Most recently, the Board of Supervisors' Rules Committee voted last week to move two measures forward to the full board that, if approved, would add a ballot measure for the creation of a public advocate. The boards' six progressives called for a special meeting to consider it, the Chronicle wrote, and a decision will be made by the 29th.
That decision should be a HELL NO, or so Feinstein, Jordan, Brown, and Newsom say. "The San Francisco Board of Supervisors is considering dozens of measures to place before the voters this November," they write. "Along with bond measures, new taxes and zoning changes are charter amendments that will erode a mayor’s ability to manage city government. As former mayors, we urge the Board of Supervisors to stop playing politics with the governance structure of San Francisco."
Nodding specifically to the proposed position, the group writes that "The proposed charter amendments include the establishment of a new citywide elected official (the office of the public advocate) and the removal of the mayor’s direct oversight of the city’s housing and economic development departments." That's a problem, they say:
We recognize that in San Francisco, as a city and a county, there has always been a certain tension between supervisors and the executive wing of city government. To that end, important charter reform approved by the voters in 1995 strove to find a balance between legislative and administrative authority. The Board of Supervisors regained the power to both add and subtract spending in the annual budget, to legislate on almost any administrative matter, and to veto mayoral appointments to virtually every city commission.

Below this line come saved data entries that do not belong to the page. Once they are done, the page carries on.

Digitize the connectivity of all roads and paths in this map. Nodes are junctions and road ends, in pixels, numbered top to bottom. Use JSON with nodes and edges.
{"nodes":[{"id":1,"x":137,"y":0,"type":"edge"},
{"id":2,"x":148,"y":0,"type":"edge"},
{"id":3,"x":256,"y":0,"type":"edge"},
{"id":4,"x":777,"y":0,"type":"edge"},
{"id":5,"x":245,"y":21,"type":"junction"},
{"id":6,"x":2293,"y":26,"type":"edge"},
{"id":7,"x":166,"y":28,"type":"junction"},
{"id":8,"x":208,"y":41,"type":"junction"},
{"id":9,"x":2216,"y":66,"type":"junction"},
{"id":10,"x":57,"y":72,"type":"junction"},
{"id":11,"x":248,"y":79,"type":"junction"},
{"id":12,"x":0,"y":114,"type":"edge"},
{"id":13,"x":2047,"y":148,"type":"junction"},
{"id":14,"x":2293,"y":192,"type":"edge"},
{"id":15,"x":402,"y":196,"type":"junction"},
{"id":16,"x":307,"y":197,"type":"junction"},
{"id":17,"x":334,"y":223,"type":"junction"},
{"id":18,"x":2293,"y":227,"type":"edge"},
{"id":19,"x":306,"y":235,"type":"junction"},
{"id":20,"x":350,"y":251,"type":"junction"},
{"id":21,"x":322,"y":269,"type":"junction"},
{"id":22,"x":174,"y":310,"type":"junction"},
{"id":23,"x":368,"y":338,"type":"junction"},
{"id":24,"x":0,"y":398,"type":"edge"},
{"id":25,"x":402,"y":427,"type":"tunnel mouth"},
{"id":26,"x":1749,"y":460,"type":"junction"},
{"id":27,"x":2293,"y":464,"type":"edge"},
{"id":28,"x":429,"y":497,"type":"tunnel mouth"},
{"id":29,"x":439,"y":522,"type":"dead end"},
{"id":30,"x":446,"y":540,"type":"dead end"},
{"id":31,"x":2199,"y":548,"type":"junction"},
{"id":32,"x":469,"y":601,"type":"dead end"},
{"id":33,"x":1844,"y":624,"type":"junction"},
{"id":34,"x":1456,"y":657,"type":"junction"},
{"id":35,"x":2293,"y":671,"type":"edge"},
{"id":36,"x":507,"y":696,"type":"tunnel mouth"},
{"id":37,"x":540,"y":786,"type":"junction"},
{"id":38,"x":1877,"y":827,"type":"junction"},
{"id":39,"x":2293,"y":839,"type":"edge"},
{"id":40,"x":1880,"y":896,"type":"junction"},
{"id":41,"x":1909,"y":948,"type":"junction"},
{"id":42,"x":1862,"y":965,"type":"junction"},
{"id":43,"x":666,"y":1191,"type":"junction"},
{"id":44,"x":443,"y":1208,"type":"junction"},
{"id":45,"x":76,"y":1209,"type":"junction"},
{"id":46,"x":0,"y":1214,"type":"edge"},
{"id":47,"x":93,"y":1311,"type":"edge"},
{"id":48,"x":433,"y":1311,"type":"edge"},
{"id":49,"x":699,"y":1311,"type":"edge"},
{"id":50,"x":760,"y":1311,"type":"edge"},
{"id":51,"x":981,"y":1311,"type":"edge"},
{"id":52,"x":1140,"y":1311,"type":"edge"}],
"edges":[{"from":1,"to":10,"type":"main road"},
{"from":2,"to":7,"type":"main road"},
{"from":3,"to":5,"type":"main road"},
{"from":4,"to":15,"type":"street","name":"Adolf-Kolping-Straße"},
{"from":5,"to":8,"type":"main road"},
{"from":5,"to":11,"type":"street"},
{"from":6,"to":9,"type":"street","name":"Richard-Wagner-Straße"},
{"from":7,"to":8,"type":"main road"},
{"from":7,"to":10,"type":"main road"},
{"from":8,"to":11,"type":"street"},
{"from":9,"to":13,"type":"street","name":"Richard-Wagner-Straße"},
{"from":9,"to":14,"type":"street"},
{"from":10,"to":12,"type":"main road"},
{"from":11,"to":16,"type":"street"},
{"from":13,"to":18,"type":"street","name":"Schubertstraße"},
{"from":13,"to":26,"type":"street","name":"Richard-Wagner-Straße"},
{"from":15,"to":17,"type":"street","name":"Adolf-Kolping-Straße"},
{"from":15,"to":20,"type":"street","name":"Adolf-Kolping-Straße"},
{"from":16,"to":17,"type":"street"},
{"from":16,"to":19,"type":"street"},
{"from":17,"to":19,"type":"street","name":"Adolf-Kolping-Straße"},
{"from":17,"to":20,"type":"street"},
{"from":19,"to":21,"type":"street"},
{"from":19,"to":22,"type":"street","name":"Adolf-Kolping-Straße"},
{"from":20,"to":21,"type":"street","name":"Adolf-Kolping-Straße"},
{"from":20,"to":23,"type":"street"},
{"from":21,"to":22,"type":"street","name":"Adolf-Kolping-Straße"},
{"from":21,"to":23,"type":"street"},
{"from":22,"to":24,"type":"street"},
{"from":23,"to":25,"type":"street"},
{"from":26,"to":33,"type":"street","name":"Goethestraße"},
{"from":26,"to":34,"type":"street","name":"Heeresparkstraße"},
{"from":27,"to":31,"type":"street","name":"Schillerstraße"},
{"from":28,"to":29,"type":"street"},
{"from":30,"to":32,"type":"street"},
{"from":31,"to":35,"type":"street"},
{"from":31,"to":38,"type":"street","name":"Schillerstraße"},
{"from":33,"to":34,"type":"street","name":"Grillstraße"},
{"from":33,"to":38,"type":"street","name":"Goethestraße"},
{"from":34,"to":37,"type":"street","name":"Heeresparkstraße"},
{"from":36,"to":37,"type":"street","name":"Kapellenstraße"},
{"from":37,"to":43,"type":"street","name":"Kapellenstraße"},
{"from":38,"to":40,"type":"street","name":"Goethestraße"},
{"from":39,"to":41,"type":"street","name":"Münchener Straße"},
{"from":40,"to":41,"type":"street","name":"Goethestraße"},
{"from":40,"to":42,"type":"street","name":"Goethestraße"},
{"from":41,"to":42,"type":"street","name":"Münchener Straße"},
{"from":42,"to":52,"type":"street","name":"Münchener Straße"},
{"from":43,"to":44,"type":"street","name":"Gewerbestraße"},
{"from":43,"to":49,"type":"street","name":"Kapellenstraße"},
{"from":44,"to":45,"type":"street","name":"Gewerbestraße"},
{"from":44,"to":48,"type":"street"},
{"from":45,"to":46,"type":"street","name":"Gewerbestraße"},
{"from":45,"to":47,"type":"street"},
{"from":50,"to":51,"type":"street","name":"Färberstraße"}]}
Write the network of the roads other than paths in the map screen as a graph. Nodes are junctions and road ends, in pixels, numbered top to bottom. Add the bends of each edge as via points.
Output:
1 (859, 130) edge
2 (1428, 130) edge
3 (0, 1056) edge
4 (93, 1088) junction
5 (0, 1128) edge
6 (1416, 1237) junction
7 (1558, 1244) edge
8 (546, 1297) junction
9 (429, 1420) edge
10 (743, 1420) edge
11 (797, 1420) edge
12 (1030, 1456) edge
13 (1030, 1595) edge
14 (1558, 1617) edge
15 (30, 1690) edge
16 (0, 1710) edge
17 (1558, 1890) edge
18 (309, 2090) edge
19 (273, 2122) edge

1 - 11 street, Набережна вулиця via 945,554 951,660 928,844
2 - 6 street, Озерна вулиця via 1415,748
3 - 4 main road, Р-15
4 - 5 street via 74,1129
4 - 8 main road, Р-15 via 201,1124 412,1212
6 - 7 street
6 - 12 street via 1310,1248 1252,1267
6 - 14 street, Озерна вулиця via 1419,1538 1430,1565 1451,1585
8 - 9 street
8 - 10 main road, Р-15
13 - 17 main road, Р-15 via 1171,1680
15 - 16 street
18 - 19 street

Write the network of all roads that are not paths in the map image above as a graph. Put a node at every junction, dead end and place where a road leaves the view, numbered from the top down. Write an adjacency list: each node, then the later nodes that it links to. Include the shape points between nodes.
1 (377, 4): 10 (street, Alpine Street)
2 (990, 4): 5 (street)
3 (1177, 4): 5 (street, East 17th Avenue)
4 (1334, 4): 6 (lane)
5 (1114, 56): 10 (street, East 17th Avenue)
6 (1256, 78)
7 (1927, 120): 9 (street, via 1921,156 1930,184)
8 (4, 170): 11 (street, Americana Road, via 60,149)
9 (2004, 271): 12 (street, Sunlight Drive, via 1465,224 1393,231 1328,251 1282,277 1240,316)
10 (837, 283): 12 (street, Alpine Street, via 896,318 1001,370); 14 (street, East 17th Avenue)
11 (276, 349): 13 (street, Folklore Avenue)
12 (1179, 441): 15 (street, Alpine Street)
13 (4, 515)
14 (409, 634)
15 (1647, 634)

On the other hand, and most importantly, the mayor became more accountable for the performance of every city department, merging the functions of the chief administrative officer into a new administrative office reporting to the mayor. Clear accountability of the mayor’s office is essential for our city and county government to work. As a result, San Franciscans know to hold the mayor responsible for the efficient and effective delivery of government services.
The Justice League of Former Mayors encourages you to call your supervisor and say as much. Personally, I want to call Art Agnos on this — as the only living former mayor not on this list, what does he think? Oh, and last, I have to commend the photo team at the Chronicle: Whoever put a photo of Campos on the article, which doesn't mention him by name, is our true public advocate.